### How to complete this task
You are asked to filter the data below and copy every line holding "that".

___ Information supplied

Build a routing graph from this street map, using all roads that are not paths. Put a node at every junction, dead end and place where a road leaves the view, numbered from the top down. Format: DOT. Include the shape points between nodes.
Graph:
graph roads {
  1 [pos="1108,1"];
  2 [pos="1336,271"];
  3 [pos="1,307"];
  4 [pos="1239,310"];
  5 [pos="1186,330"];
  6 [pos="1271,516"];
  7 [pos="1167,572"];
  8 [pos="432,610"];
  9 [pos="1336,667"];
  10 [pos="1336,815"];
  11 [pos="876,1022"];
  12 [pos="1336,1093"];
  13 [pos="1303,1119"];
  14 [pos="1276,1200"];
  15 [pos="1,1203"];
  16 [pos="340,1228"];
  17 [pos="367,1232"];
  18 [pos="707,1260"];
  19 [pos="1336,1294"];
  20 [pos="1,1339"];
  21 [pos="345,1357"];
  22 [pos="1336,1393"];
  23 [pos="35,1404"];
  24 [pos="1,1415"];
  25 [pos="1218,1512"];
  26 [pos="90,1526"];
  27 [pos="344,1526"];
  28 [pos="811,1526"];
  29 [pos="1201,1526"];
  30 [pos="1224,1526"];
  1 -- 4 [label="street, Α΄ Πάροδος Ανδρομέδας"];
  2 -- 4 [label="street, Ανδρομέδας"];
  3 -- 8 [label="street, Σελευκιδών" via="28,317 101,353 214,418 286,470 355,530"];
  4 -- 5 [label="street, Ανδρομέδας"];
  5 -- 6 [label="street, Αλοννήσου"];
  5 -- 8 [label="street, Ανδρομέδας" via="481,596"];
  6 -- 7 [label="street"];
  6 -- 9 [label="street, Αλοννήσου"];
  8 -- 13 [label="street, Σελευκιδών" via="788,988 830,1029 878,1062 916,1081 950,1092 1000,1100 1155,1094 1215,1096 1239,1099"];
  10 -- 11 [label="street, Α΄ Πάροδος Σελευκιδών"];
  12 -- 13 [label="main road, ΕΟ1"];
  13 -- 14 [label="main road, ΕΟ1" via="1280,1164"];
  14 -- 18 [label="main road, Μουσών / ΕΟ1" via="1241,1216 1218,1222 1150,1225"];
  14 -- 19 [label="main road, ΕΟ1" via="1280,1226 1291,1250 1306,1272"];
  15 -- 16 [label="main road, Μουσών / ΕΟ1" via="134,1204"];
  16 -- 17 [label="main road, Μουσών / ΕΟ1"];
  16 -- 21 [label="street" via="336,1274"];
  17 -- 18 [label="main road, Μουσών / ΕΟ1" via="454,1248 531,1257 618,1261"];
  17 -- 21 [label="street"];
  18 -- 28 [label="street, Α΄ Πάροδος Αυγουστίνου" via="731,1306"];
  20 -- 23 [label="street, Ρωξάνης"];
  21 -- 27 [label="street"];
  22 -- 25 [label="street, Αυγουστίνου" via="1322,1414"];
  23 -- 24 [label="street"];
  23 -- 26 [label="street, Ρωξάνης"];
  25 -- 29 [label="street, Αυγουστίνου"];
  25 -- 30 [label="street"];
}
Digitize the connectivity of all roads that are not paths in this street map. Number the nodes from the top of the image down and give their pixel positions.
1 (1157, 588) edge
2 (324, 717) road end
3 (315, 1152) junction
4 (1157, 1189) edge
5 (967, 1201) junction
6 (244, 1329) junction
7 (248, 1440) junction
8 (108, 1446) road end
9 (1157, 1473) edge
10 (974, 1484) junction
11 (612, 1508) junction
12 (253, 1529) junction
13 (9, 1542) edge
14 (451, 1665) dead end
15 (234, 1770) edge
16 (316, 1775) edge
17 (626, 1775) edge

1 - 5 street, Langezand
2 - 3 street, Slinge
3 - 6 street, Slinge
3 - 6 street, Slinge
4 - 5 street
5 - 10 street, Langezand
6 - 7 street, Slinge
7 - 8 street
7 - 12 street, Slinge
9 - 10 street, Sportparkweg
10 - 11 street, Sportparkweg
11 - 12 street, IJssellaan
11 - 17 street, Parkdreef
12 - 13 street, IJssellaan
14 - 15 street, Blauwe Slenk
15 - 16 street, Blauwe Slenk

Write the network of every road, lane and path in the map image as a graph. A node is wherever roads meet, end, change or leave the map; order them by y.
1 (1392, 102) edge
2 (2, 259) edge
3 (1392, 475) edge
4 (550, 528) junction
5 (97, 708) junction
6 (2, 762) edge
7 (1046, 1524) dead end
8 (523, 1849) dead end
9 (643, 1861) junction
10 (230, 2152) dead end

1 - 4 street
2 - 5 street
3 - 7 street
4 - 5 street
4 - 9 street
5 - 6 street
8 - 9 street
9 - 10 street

______

### Answer to the exercise
Build a routing graph from this street map, using all roads that are not paths. Put a node at every junction, dead end and place where a road leaves the view, numbered from the top down. Format: DOT. Include the shape points between nodes.
Digitize the connectivity of all roads that are not paths in this street map. Number the nodes from the top of the image down and give their pixel positions.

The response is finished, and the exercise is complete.